## Assigned task
So that nothing is lost, restate each entry exactly as supplied.

Stored items
___
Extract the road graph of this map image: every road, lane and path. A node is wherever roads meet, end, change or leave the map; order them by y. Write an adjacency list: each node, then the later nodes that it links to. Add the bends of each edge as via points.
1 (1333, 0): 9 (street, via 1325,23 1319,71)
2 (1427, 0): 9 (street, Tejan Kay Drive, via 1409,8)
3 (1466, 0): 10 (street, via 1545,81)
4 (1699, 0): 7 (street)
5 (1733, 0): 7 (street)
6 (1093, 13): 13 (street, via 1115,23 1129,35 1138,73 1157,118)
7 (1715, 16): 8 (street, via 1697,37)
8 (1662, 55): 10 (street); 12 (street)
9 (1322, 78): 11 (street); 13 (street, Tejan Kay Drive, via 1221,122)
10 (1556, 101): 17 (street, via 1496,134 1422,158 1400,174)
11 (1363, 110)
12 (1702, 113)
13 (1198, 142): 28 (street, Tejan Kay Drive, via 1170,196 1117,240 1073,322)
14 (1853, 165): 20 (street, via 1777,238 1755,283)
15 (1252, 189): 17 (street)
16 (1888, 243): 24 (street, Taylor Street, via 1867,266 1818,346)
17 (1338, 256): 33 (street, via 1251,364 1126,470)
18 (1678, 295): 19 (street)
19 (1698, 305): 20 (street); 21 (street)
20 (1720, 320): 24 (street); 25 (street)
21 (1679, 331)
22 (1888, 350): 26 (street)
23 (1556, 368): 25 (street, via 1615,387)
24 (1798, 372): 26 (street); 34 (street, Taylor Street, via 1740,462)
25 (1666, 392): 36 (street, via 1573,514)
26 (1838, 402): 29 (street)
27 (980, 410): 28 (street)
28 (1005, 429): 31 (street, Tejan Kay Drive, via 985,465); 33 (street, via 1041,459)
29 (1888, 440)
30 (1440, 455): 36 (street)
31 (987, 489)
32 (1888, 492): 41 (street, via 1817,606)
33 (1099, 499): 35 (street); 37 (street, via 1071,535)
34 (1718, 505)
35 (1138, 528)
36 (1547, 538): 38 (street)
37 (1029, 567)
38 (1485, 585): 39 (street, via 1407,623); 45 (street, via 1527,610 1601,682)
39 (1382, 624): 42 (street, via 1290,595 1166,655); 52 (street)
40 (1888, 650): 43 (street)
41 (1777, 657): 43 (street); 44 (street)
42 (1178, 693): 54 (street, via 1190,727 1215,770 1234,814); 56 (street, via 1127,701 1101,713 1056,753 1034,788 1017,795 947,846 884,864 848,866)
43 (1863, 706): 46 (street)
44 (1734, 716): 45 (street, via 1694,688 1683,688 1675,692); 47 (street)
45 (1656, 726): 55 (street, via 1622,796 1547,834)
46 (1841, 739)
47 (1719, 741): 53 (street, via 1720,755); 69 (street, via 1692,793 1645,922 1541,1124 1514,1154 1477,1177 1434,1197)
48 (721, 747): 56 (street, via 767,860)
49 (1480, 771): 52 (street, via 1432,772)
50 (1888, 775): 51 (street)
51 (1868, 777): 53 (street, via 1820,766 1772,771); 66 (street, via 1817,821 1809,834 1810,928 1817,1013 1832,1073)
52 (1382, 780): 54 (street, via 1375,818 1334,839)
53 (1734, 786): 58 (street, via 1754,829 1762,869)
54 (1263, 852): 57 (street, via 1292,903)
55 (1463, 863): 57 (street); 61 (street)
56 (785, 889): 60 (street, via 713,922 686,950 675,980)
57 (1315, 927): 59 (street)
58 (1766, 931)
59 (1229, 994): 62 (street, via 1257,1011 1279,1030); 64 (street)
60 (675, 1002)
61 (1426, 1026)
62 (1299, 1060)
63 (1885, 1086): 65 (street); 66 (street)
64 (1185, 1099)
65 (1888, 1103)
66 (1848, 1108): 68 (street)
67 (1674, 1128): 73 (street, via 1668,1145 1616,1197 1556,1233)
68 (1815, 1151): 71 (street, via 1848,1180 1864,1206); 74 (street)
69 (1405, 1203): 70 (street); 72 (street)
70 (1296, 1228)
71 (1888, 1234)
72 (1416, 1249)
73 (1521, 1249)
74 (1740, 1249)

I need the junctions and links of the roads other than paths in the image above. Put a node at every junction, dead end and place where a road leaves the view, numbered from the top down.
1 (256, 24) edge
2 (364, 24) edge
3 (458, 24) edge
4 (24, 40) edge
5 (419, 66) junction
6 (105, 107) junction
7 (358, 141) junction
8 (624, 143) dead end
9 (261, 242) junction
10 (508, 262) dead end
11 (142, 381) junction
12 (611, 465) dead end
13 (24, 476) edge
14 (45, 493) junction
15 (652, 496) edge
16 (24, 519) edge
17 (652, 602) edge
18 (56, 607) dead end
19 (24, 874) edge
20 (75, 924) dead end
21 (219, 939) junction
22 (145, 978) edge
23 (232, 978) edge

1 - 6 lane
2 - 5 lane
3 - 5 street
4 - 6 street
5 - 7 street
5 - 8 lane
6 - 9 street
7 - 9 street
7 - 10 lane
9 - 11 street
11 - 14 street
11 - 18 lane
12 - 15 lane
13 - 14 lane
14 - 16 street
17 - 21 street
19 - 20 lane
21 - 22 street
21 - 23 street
___
## Answer to the exercise
Extract the road graph of this map image: every road, lane and path. A node is wherever roads meet, end, change or leave the map; order them by y. Write an adjacency list: each node, then the later nodes that it links to. Add the bends of each edge as via points.
1 (1333, 0): 9 (street, via 1325,23 1319,71)
2 (1427, 0): 9 (street, Tejan Kay Drive, via 1409,8)
3 (1466, 0): 10 (street, via 1545,81)
4 (1699, 0): 7 (street)
5 (1733, 0): 7 (street)
6 (1093, 13): 13 (street, via 1115,23 1129,35 1138,73 1157,118)
7 (1715, 16): 8 (street, via 1697,37)
8 (1662, 55): 10 (street); 12 (street)
9 (1322, 78): 11 (street); 13 (street, Tejan Kay Drive, via 1221,122)
10 (1556, 101): 17 (street, via 1496,134 1422,158 1400,174)
11 (1363, 110)
12 (1702, 113)
13 (1198, 142): 28 (street, Tejan Kay Drive, via 1170,196 1117,240 1073,322)
14 (1853, 165): 20 (street, via 1777,238 1755,283)
15 (1252, 189): 17 (street)
16 (1888, 243): 24 (street, Taylor Street, via 1867,266 1818,346)
17 (1338, 256): 33 (street, via 1251,364 1126,470)
18 (1678, 295): 19 (street)
19 (1698, 305): 20 (street); 21 (street)
20 (1720, 320): 24 (street); 25 (street)
21 (1679, 331)
22 (1888, 350): 26 (street)
23 (1556, 368): 25 (street, via 1615,387)
24 (1798, 372): 26 (street); 34 (street, Taylor Street, via 1740,462)
25 (1666, 392): 36 (street, via 1573,514)
26 (1838, 402): 29 (street)
27 (980, 410): 28 (street)
28 (1005, 429): 31 (street, Tejan Kay Drive, via 985,465); 33 (street, via 1041,459)
29 (1888, 440)
30 (1440, 455): 36 (street)
31 (987, 489)
32 (1888, 492): 41 (street, via 1817,606)
33 (1099, 499): 35 (street); 37 (street, via 1071,535)
34 (1718, 505)
35 (1138, 528)
36 (1547, 538): 38 (street)
37 (1029, 567)
38 (1485, 585): 39 (street, via 1407,623); 45 (street, via 1527,610 1601,682)
39 (1382, 624): 42 (street, via 1290,595 1166,655); 52 (street)
40 (1888, 650): 43 (street)
41 (1777, 657): 43 (street); 44 (street)
42 (1178, 693): 54 (street, via 1190,727 1215,770 1234,814); 56 (street, via 1127,701 1101,713 1056,753 1034,788 1017,795 947,846 884,864 848,866)
43 (1863, 706): 46 (street)
44 (1734, 716): 45 (street, via 1694,688 1683,688 1675,692); 47 (street)
45 (1656, 726): 55 (street, via 1622,796 1547,834)
46 (1841, 739)
47 (1719, 741): 53 (street, via 1720,755); 69 (street, via 1692,793 1645,922 1541,1124 1514,1154 1477,1177 1434,1197)
48 (721, 747): 56 (street, via 767,860)
49 (1480, 771): 52 (street, via 1432,772)
50 (1888, 775): 51 (street)
51 (1868, 777): 53 (street, via 1820,766 1772,771); 66 (street, via 1817,821 1809,834 1810,928 1817,1013 1832,1073)
52 (1382, 780): 54 (street, via 1375,818 1334,839)
53 (1734, 786): 58 (street, via 1754,829 1762,869)
54 (1263, 852): 57 (street, via 1292,903)
55 (1463, 863): 57 (street); 61 (street)
56 (785, 889): 60 (street, via 713,922 686,950 675,980)
57 (1315, 927): 59 (street)
58 (1766, 931)
59 (1229, 994): 62 (street, via 1257,1011 1279,1030); 64 (street)
60 (675, 1002)
61 (1426, 1026)
62 (1299, 1060)
63 (1885, 1086): 65 (street); 66 (street)
64 (1185, 1099)
65 (1888, 1103)
66 (1848, 1108): 68 (street)
67 (1674, 1128): 73 (street, via 1668,1145 1616,1197 1556,1233)
68 (1815, 1151): 71 (street, via 1848,1180 1864,1206); 74 (street)
69 (1405, 1203): 70 (street); 72 (street)
70 (1296, 1228)
71 (1888, 1234)
72 (1416, 1249)
73 (1521, 1249)
74 (1740, 1249)

I need the junctions and links of the roads other than paths in the image above. Put a node at every junction, dead end and place where a road leaves the view, numbered from the top down.
1 (256, 24) edge
2 (364, 24) edge
3 (458, 24) edge
4 (24, 40) edge
5 (419, 66) junction
6 (105, 107) junction
7 (358, 141) junction
8 (624, 143) dead end
9 (261, 242) junction
10 (508, 262) dead end
11 (142, 381) junction
12 (611, 465) dead end
13 (24, 476) edge
14 (45, 493) junction
15 (652, 496) edge
16 (24, 519) edge
17 (652, 602) edge
18 (56, 607) dead end
19 (24, 874) edge
20 (75, 924) dead end
21 (219, 939) junction
22 (145, 978) edge
23 (232, 978) edge

1 - 6 lane
2 - 5 lane
3 - 5 street
4 - 6 street
5 - 7 street
5 - 8 lane
6 - 9 street
7 - 9 street
7 - 10 lane
9 - 11 street
11 - 14 street
11 - 18 lane
12 - 15 lane
13 - 14 lane
14 - 16 street
17 - 21 street
19 - 20 lane
21 - 22 street
21 - 23 street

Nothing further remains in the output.